Come ritrovarsi a un bivio fra due vicoli ciechi. Come due ragioni fanno un grosso torto. Quale che sia il compromesso ipotizzabile, comunque non potrà rimediare alla compromissione non solo dei conti pubblici, ma dell’etica stessa nell’amministrare soldi dei contribuenti.
Antonio Tajani, vice presidente del Consiglio e ministro degli Esteri, ha ragione: cambiare una norma con effetto retroattivo – quando operatori economici e cittadini hanno in corso lavori generati da quella norma, quando le banche hanno negoziato titoli di credito sulla base della normativa che li ha creati – è osceno. Toglie credibilità a tutte le leggi. Si aggiunga che l’indignata sorpresa di Tajani, per quel che è stato disposto e condiviso dal governo, getta una luce sinistra sul significato dell’essere vice presidente, visto che sarebbe vice di quel che la Costituzione indica come il potere di indirizzare e rendere omogenea l’attività del governo.
Giancarlo Giorgetti, ministro dell’Economia, ha ragione nel difendere quella rudimentale modifica, perché se i crediti maturati con il dissennato superbonus 110% resteranno incassabili in 4 anni e non divenissero spalmabili in 10, quella mancanza di gettito farebbe schizzare in alto il deficit e il debito, generando un pericoloso squilibrio nei conti pubblici. Non che quel deflusso di quattrini si fermi, ma almeno l’emorragia sarebbe diluita in modo da non provocare un immediato collasso.
Hanno ragione, ma si muovono in direzione opposta. Il che capita perché entrambi i loro partiti, in ampia e per ciò stesso ancora più colpevole compagnia, hanno impedito al governo Draghi di rimediare per tempo a quella che è e resta una dilapidazione. Ora non c’è alcuna via d’uscita dignitosa, ma due vicoli ciechi. In fondo ai quali si saranno spesi – fin qui – 135 miliardi di euro per fare lavori in casa di famiglie per lo più facoltose. A questi soldi si aggiungano quelli spesi per il bonus facciate e per altri bonus edilizi, drogando il mercato, facendo velocemente crescere i redditi di chi opera in quel settore come anche i profitti bancari per lo sconto dei crediti, sicché mettendo le premesse di un successivo crollo di quegli stessi mercati.
Ma non basta, perché si devono pure sentire anime belle che vanno dicendo una cosa giusta, ovvero che sarebbe bene creare debito comune europeo per finanziare l’integrazione e settori produttivi importanti, dalla difesa alla transizione energetica, ma usano la lingua del Paese più indebitato e che ha speso i soldi del già esistente debito europeo – quindi garantiti dai cittadini contribuenti in Paesi a più basso indebitamento e che pagano un più basso tasso d’interesse – per finanziare chi e quel che di meno ha bisogno. Credibilità tendente allo zero.

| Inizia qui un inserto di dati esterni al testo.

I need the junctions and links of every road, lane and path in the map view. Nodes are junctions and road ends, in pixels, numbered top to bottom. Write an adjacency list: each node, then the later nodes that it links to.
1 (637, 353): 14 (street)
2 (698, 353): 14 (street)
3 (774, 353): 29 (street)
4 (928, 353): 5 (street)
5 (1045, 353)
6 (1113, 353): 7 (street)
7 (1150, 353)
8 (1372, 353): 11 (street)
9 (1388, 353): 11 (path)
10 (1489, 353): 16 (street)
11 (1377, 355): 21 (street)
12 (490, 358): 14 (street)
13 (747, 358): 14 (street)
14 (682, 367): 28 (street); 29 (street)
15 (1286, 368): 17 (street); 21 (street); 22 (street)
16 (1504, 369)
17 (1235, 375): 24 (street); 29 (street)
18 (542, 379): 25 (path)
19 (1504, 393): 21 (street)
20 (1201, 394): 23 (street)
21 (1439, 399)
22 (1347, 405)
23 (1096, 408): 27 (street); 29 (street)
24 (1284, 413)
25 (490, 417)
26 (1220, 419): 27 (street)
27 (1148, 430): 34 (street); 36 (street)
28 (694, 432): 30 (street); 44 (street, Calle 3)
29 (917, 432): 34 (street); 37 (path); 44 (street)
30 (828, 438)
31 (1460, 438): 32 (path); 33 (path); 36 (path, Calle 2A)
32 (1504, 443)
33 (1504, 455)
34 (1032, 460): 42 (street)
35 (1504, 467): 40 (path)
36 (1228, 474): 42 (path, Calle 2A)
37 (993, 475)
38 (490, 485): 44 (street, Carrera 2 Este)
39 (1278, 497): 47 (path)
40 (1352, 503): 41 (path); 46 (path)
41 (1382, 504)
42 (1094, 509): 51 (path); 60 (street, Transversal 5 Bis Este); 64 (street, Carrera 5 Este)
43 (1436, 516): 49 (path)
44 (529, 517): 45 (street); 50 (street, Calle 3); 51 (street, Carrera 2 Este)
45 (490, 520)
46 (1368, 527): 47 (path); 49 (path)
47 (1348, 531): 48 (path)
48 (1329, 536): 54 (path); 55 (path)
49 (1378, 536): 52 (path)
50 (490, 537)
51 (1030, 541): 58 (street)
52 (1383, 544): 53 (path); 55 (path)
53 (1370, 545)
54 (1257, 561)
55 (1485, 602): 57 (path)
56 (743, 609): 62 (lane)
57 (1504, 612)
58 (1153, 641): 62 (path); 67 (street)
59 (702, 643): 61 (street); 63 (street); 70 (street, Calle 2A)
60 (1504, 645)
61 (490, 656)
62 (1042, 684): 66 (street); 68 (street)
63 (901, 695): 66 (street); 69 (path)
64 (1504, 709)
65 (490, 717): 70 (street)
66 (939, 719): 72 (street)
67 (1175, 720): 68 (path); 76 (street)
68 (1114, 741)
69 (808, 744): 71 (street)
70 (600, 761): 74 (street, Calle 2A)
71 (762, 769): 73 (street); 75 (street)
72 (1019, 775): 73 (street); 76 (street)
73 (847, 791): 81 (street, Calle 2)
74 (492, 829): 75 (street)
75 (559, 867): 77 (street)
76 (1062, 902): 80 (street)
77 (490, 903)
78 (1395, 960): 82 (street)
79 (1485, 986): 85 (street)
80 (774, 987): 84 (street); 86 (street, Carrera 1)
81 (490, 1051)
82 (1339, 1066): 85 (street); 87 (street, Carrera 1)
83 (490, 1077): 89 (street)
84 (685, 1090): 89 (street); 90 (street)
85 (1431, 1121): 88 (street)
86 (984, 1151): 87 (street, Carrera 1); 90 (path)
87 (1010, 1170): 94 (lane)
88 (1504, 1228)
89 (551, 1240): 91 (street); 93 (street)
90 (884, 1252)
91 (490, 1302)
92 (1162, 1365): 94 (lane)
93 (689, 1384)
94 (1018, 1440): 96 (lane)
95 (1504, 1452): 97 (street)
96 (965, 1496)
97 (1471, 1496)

E come se non bastasse quel nocumento alla credibilità esterna, si colpisce anche la già non ragguardevole credibilità interna: non ha alcun senso dire (come fa Forza Italia) che si è contrari a nuovi prelievi fiscali quando il gettito fiscale cresce e il potere d’acquisto diminuisce, nonché quando si va dicendo di avere finanziato di più la sanità avendone costantemente diminuito l’incidenza sul Prodotto interno lordo; non ha senso perché queste sono le tasse pagate all’avere generato un colossale debito pubblico improduttivo. Non si può promettere che non si pagherà, se non altro perché lo si sta già pagando. Ma, in compenso, lo si sta anche allargando.
Se si è arrivati a due ragioni che fanno un comune torto, però, la responsabilità non è solo degli irresponsabili che vengono eletti e portati al governo, bensì anche di chi ce li manda, ovvero di noi tutti. Finché si voterà premiando chi si arma di succhiello per bucherellare ulteriormente i conti pubblici fino a tarlarli e comprometterli, finché si crederà furbo e intelligente il far finta d’essere sprovveduti e scemi, sicché si crede alle promesse che non potranno essere mantenute, si avranno parlamentari e governanti che, nel migliore dei casi, faranno il contrario di quel che dissero.